I need help with the following question : Let us consider $X$ to be a $\mathbb C $ Banach space . Let $T \in B(X)$ ie. $T$ is a continuous linear map from $X$ to $X$ . define $$P(T)=\sum_{k=o}^{n}a_kT^k$$ with $T^0=id_X$ (identity) .
The claim is that the spectrum of $T : \sigma(T) \subset\{\lambda \in \mathbb C : P(\lambda)= 0\}$ Here $P$ is a polynomial such that $P(T) =0$ .
Thanks.
Let me expand on the setting. Let $\text{Hol}(T)$ be the set of all the functions holomorphic in a neighborhood of $\sigma(T)$. The Riesz functional calculus now says that indeed if I have the polynomials $p$, that $p(T)$ is as expected - of course, for polynomials this is trivial.

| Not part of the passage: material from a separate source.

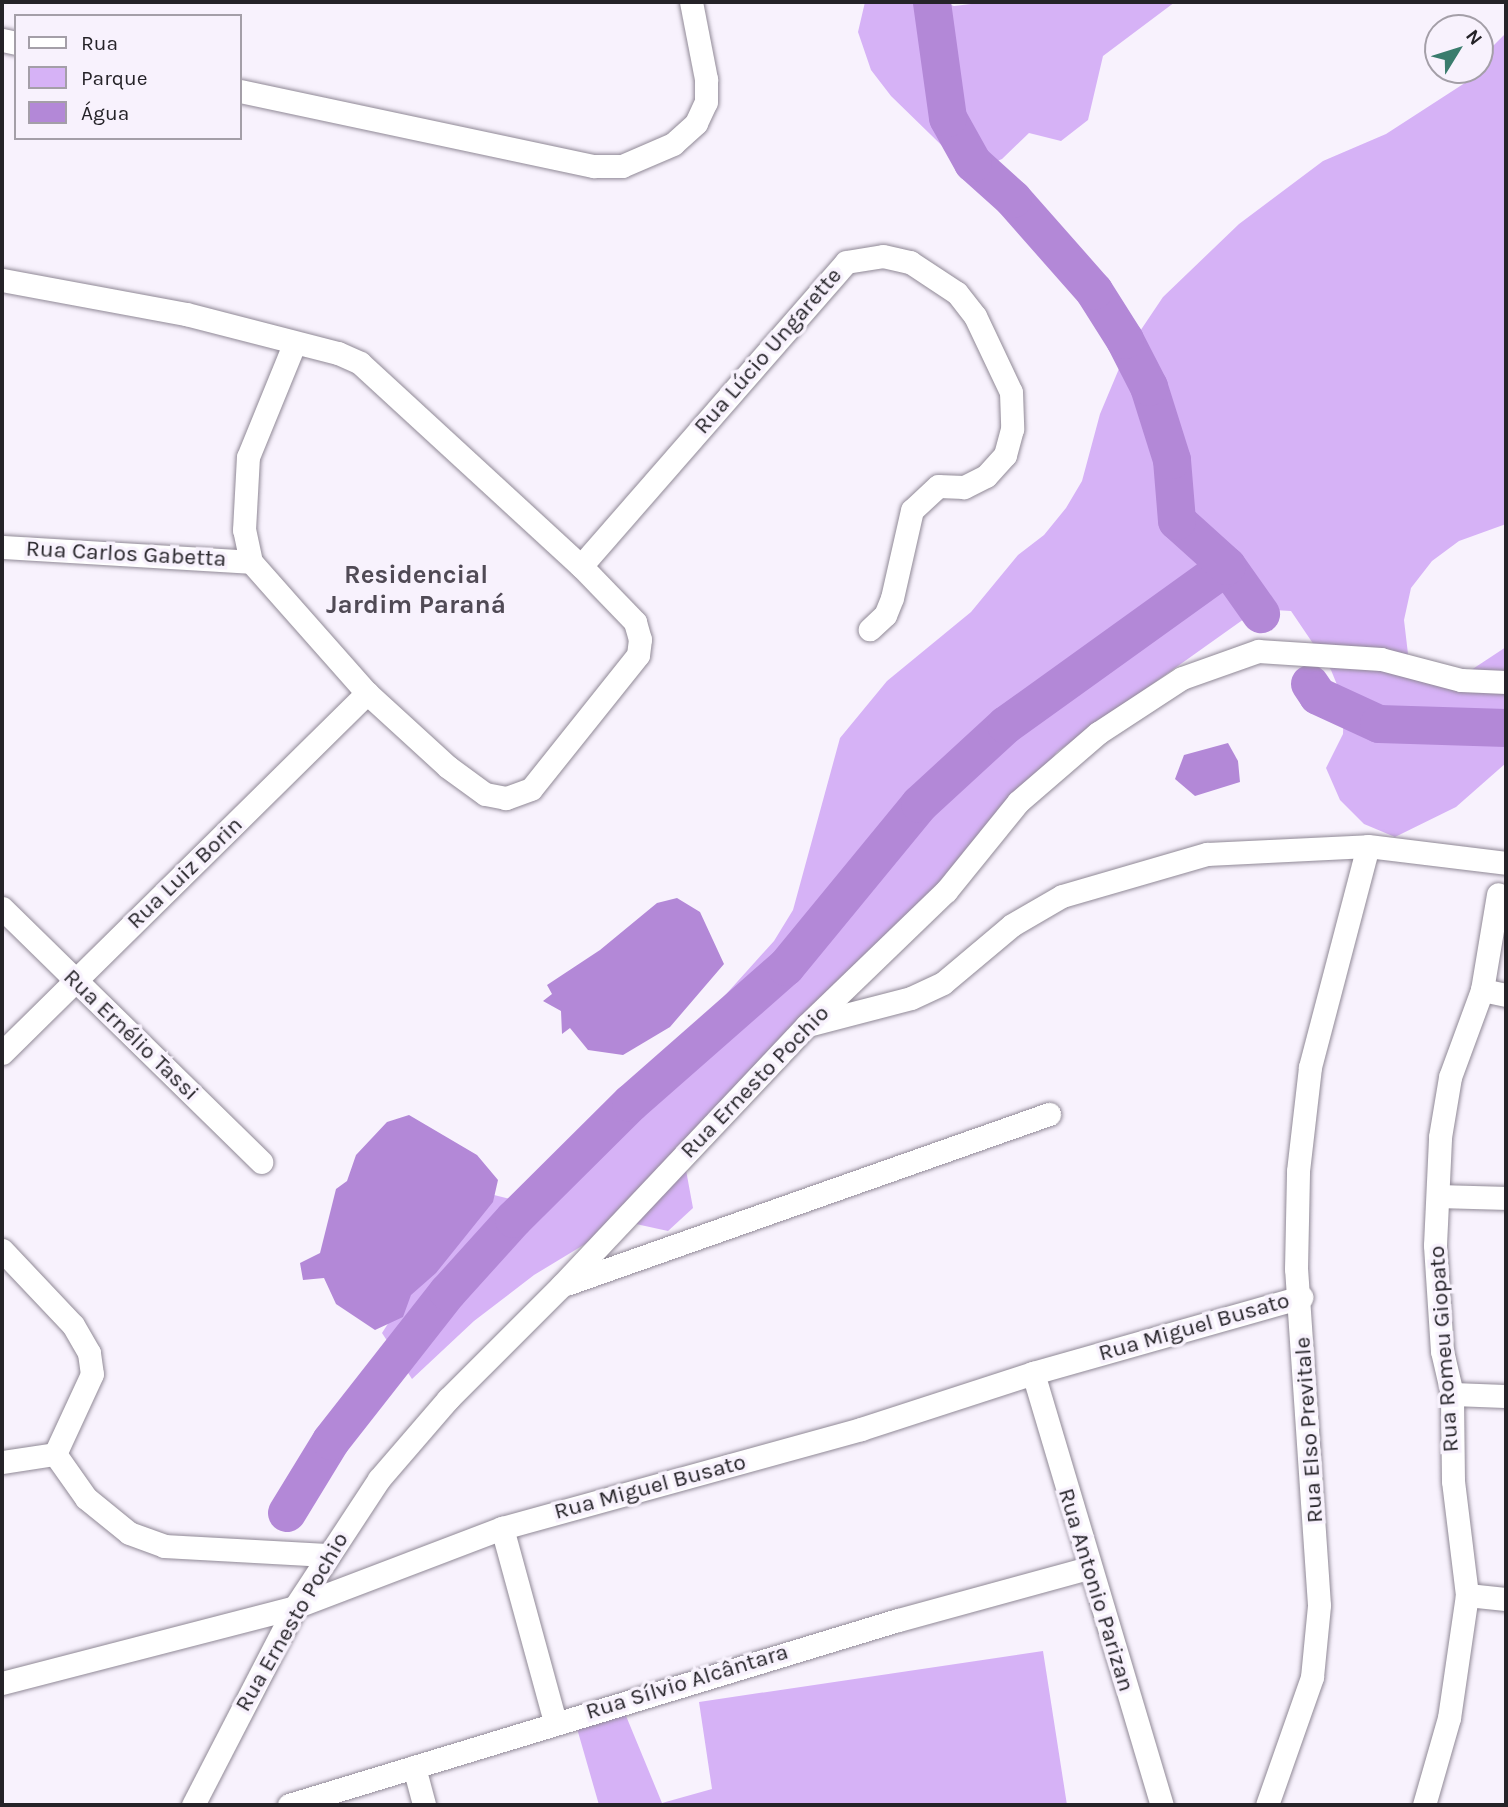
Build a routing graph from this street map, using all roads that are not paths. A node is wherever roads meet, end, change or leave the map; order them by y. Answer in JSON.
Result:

Additionally, we have the Banach algebra of bounded operators on $X$, and: Spectral mapping theorem: If $T$ is an element of a Banach algebra $\mathcal A$ and $f$ is holomorphic in a neighborhood of $\sigma(T)$, then $$\sigma(f(T)) = f(\sigma(T)).$$
If we thus select such a polynomial $p$ such that $p(T) = 0$, we get $p(\sigma(T)) = 0$.
It is enough to show the contrapositive, namely, that if $P(\lambda) \neq 0$, then $T - \lambda \operatorname{id}_X$ is invertible. Now, since $P(\lambda) \neq 0$, $x-\lambda$ does not divide the polynomial $P(x)$, so that we may write $P(x) = Q(x)(x-\lambda) + R$ for some polynomial $Q(x)$ and a non-zero remainder $R \in \mathbb{C}$ — since $x-\lambda$ is of degree one, the remainder must be of strictly lower degree, and thus constant. But then, this means that $0 = P(T) = Q(T)(T-\lambda \operatorname{id}_X) + R\operatorname{id}_X$, so that since $T-\lambda \operatorname{id}_X$ and $Q(T)$ commute, we find that $T-\lambda \operatorname{id}_X$ is invertible with bounded inverse $(T-\lambda \operatorname{id}_X)^{-1} = -\tfrac{1}{R}Q(T)$, as required.